Switching to a bladeRF 2.0 micro in oversampling mode (122.88 MHz [nuand122]) and feeding ice9-bluetooth-sniffer, the whole band was captured in one pass and an already-established connection could be picked up without ever seeing its CONNECT_IND [ice9] — the case Ryan’s parameter-recovery cannot reach because there is no connection request to read [ryan2013ble].
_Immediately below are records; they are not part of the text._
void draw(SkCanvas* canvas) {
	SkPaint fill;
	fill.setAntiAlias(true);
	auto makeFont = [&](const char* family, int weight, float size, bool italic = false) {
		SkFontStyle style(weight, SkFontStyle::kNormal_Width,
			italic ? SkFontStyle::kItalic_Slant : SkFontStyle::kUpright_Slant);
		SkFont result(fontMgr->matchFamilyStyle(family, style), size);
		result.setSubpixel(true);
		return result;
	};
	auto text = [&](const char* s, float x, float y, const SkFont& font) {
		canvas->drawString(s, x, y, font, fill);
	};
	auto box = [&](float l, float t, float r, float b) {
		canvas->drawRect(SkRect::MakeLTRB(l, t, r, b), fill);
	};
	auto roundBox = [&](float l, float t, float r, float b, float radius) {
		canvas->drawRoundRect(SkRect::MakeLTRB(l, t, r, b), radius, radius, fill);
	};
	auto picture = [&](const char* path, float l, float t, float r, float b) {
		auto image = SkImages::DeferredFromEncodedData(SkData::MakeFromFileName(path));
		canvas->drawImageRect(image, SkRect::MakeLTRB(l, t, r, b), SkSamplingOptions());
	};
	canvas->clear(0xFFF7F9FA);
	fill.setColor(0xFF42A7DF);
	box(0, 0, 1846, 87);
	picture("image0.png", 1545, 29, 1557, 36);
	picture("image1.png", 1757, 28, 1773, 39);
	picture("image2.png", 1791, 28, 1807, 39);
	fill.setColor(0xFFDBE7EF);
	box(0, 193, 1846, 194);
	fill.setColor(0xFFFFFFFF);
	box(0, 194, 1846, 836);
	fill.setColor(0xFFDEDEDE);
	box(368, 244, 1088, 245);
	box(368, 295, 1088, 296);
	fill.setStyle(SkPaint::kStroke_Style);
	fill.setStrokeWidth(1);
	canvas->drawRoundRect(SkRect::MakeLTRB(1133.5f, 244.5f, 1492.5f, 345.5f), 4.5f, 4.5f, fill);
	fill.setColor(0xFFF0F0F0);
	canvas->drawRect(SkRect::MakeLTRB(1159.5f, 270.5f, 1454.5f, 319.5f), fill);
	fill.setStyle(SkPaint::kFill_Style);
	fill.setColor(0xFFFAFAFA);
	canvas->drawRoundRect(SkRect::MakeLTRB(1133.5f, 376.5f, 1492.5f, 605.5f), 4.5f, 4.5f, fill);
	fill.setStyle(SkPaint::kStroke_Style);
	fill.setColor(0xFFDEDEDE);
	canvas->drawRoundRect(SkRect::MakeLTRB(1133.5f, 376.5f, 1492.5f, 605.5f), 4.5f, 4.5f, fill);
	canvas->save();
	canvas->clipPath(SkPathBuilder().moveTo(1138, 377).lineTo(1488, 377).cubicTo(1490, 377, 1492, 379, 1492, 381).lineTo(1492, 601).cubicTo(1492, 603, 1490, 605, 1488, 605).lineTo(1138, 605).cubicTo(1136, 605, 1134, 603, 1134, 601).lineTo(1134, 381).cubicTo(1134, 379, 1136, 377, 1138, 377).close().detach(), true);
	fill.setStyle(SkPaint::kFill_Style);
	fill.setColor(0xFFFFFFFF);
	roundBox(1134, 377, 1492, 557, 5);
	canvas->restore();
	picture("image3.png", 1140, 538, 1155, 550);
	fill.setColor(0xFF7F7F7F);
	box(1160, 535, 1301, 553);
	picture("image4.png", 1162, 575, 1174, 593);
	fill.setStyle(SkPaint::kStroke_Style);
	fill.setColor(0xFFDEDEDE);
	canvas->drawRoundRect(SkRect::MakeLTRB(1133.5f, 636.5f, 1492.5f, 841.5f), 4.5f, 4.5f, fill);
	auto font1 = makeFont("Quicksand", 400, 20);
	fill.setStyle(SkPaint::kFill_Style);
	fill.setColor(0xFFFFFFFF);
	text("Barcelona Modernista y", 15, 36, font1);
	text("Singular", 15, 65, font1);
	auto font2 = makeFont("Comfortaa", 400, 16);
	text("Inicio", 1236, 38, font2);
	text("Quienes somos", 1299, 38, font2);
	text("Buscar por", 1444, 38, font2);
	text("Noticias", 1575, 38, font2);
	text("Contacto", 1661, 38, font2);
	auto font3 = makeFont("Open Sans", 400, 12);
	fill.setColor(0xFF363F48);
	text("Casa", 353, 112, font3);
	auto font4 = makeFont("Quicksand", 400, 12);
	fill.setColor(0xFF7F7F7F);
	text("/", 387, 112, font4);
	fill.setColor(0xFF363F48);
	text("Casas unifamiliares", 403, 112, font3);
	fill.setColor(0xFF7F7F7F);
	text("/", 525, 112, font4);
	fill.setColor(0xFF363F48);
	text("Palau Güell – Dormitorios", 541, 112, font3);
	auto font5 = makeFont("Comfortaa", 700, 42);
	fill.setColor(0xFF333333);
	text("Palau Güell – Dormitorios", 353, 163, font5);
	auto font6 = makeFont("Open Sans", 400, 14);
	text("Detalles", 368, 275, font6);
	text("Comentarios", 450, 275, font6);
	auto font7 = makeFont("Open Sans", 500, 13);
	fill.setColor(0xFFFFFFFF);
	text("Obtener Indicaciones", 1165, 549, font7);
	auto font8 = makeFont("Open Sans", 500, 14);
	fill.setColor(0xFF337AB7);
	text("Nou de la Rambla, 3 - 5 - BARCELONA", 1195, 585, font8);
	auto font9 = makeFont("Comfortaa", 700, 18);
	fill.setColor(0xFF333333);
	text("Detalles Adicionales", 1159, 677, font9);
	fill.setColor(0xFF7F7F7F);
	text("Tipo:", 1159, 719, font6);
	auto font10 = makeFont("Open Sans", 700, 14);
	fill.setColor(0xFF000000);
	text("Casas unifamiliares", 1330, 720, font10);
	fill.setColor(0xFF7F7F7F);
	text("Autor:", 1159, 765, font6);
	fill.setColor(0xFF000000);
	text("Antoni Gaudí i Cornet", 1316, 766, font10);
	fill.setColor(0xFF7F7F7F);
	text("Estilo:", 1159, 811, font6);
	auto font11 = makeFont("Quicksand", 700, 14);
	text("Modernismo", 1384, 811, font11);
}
Recorded capture-feasibility baseline for this engagement:
| Receiver | Visible BW | Adv channels at once | Connection-following |
|---|---|---|---|
| HackRF One | ~20 MHz | 1 of 3 | firmware sniffer or ice9 only |
| bladeRF 2.0 (oversampled) | ~80+ MHz | 3 of 3 | raw capture + ice9 (incl. established) |
This field case is a representative worked example, not a single measured engagement log. The qualitative outcomes (HackRF sees one advertising channel; bladeRF oversampling covers the band; ice9 grabs established connections) follow directly from the cited bandwidth figures [nuand122][ice9]; no specific measured received-signal-strength, packet count, or device MAC is asserted. [FILL: insert measured visible-bandwidth, channel list, and per-radio capture counts from your own bench run.]
Remediation
This control is an auditor-capability baseline, not a device weakness, so the primary output is documentation, not a fix. Layered guidance:
- Auditor / operator — Record the capture envelope (radio, visible bandwidth, channels observable simultaneously, connection-following method) at the top of every BLE assessment. Interpret every later ‘not observed’ against it: under a 20 MHz window, absence of a signal is a visibility gap, never proof the device is silent. Where the budget radio cannot follow connections, escalate to a full-band SDR (bladeRF oversampling [nuand122]) or a firmware-hopping sniffer (Sniffle [sniffle]) before concluding.
- Integrator — Provision the kit to the threat being tested: discovery only needs a single-channel camp, but any connection-following, injection, or established-connection capture needs either ≥ ~80 MHz instantaneous bandwidth or a firmware sniffer with connection-following (and, for already-established connections, the ice9 SDR path [ice9]). Do not infer link security from a capture gap.
- Developer — For a device under test, predictable, fixed advertising and low-entropy connection parameters make a connection trivially followable on commodity hardware [ryan2013ble]; using a Resolvable Private Address and standard hopping does not stop capture (this is a spectrum property, not a control), but it raises the effort and is assessed at the link/crypto layers, not here.